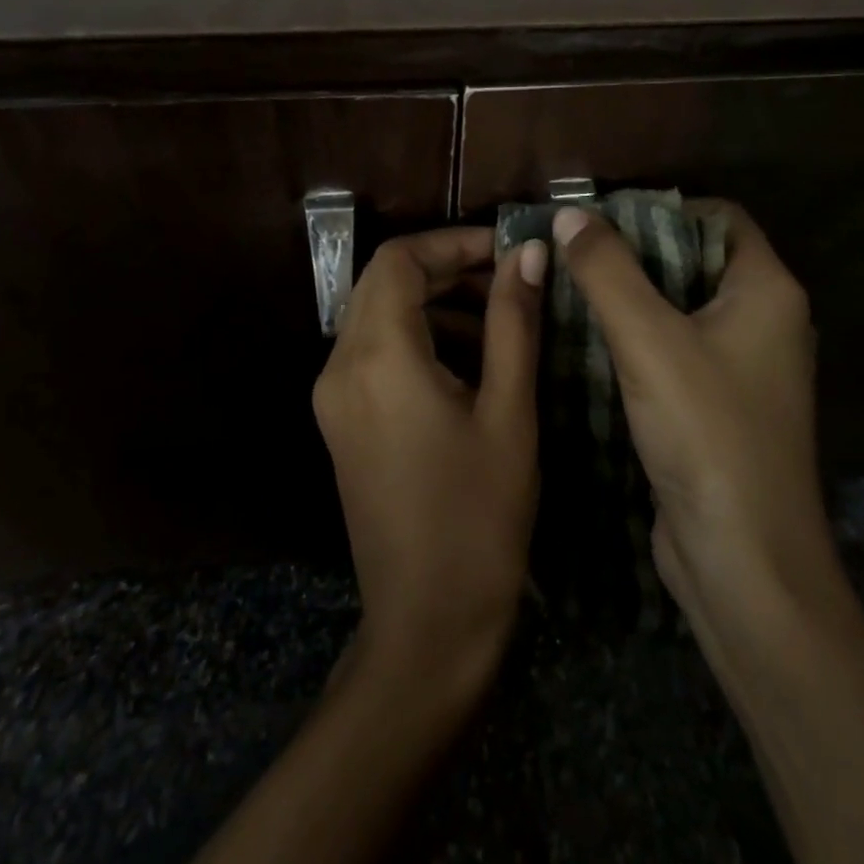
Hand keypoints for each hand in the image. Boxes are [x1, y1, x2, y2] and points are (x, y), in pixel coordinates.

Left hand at [313, 227, 548, 694]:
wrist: (428, 622)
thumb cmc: (479, 516)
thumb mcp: (508, 410)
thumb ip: (514, 322)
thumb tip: (530, 254)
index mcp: (378, 357)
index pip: (399, 259)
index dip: (453, 241)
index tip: (508, 251)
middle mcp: (340, 367)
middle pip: (384, 282)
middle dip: (447, 268)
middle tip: (510, 280)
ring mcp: (334, 397)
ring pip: (378, 315)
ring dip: (434, 302)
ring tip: (499, 318)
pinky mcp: (341, 422)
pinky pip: (375, 353)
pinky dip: (418, 338)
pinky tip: (469, 361)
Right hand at [551, 202, 841, 624]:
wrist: (742, 559)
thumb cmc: (707, 433)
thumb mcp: (649, 341)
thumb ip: (607, 272)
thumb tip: (568, 214)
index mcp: (768, 291)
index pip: (720, 217)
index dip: (663, 207)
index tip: (602, 214)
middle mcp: (765, 321)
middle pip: (696, 259)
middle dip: (636, 250)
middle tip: (572, 247)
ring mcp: (743, 366)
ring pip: (681, 307)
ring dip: (631, 295)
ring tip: (568, 283)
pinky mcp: (718, 404)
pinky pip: (675, 349)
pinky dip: (637, 336)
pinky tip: (587, 337)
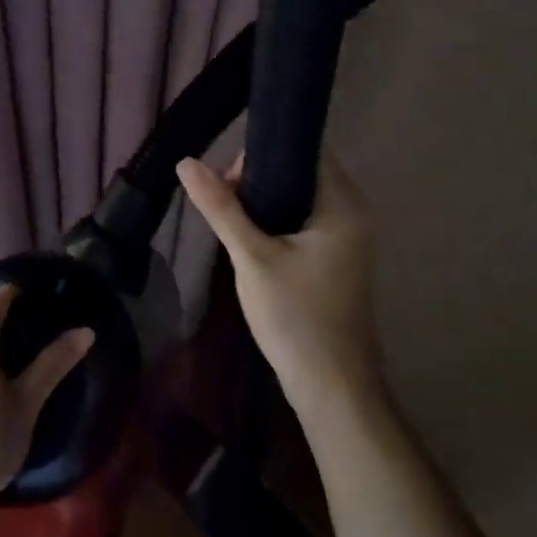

----------

» WORK REQUEST: Over all the entries, say how many lines hold the string "thumb". The reply is the number alone.

» EXERCISE RESULT: 8